NB! Claude Sonnet, can at times, act like a feral cat. While I used GitLab CI & SonarQube to reign in Claude’s freewheeling tendancies, I HIGHLY recommend having a third party tool access the committed code.

Domain expertise as context

Two decades of experience across sales, engineering, and operations went into the CLAUDE.md files. Not just technical conventions — the actual domain model: what a card movement audit trail needs to capture, why transaction.on_commit() matters for WebSocket broadcast, why per-seat pricing is the wrong model, what “WIP limit” means to a practitioner.

The difference between an AI agent with shallow context and one with deep domain context is the difference between code that’s syntactically correct and code that’s architecturally correct. The former is easy. The latter requires that the agent understand why the code is structured the way it is, not just what it does.

Investing in well-maintained CLAUDE.md files — project instructions, per-directory instructions, explicit architectural decisions and the reasons behind them — was one of the highest-leverage things I did in the project.

What worked

Consistent quality gates. The combination of specialized agents, a well-defined CLAUDE.md, and a CI reviewer produced consistent code quality across the entire twelve-week build. The last commit has the same security posture and test coverage as the first.

Stakeholder simulation. The VoC panels prevented the product from becoming a tool built for engineers by an engineer. The personas kept the design honest.

Catching things early. Security and performance issues caught before merge don’t become technical debt. The migration safety agent prevented at least three migrations that would have been problematic under zero-downtime deploy requirements.

Speed without shortcuts. Twelve weeks for a production-quality, fully open-source application with this feature set would have been ambitious for a small team. Solo, with conventional tooling, it would have required significant scope cuts. With Claude Code, the scope stayed intact.

What needed adjustment

Agents start fresh. Each agent invocation has no memory of prior sessions. It knows what’s in the codebase and what’s in CLAUDE.md, but not what decisions were made in previous conversations. Early on I had to re-explain context that I thought was established. The solution was to make that context explicit in CLAUDE.md rather than assuming it was “known.” Every architectural decision worth preserving needed to be written down.

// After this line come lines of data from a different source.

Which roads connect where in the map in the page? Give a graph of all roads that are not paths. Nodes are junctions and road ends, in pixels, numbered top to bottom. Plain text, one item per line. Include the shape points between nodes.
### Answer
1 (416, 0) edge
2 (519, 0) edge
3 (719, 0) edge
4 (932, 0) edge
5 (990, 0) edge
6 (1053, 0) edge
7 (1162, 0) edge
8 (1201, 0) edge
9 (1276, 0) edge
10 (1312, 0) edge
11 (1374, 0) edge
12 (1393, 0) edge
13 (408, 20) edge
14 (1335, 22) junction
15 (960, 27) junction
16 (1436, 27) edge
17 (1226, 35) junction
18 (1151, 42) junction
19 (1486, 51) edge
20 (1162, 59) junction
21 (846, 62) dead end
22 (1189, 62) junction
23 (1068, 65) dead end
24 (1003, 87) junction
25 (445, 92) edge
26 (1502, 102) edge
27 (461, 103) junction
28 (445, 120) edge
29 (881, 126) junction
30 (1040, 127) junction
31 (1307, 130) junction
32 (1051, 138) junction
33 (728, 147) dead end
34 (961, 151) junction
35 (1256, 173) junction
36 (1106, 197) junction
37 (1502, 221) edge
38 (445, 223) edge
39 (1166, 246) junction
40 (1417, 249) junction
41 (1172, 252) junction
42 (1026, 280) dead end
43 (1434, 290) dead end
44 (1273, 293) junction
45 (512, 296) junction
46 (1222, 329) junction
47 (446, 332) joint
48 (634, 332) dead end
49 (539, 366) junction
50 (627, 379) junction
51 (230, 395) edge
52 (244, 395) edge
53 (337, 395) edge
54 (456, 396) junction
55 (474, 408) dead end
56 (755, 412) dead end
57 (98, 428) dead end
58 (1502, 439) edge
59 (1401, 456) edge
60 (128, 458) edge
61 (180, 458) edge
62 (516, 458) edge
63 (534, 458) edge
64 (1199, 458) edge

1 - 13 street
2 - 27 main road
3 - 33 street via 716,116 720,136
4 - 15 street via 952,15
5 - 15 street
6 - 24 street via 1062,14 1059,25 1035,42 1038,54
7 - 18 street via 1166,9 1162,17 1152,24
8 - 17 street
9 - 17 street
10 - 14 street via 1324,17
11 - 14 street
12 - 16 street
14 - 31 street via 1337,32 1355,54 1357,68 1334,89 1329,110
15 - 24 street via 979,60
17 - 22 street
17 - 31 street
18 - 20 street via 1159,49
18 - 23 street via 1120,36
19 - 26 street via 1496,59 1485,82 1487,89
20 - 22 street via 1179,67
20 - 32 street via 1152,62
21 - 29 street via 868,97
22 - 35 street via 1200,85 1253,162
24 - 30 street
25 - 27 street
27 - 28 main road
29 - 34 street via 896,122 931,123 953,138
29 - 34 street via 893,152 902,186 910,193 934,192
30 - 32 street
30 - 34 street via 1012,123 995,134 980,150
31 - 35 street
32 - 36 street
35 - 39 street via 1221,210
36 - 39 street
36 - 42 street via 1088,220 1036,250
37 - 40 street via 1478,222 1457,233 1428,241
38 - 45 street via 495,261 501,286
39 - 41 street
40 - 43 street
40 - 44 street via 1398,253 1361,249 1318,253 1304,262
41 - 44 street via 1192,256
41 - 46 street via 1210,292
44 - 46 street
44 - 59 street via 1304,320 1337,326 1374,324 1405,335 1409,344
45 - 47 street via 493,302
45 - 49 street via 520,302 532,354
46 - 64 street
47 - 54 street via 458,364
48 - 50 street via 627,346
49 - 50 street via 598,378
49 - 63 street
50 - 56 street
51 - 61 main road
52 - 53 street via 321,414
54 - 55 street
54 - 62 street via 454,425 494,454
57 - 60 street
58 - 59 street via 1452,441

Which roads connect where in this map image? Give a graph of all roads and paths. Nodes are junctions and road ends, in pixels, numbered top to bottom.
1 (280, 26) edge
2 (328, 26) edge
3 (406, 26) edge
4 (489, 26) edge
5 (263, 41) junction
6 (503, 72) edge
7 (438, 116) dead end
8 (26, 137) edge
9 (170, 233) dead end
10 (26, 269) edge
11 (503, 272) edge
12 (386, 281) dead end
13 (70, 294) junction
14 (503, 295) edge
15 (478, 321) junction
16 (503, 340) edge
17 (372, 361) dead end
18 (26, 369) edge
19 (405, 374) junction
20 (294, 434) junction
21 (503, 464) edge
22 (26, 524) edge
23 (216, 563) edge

Pre-release audits don’t converge. Running a full pre-release audit (/pre-release full) more than twice on the same codebase produces diminishing returns and increasing noise. Agents start fresh each time and re-discover adjacent issues. The right workflow: run once at feature freeze, triage into “must fix” and “can defer,” fix the blockers, run once more before tagging. Not a continuous loop.

Specificity matters in prompts. Vague prompts produce vague results. “Review the authentication flow” produces different output than “Review the OAuth callback handler in accounts/views.py for state parameter validation and session fixation.” The more specific the context, the more useful the output. This is just good engineering communication — the same thing that makes a good code review comment makes a good agent prompt.

The template

The project structure, CLAUDE.md patterns, agent definitions, and CI configuration that came out of building Visiban are available as a project template at gitlab.com/macrodream/project-template. It’s abstracted from the specific stack and is intended as a starting point for others building production software with Claude Code.

The twelve-week build produced something I’m genuinely proud of. The audit trail works exactly the way I imagined it should in 2014. The board is fast and the code is clean. Building it solo with Claude Code wasn’t a compromise — it was a different kind of team.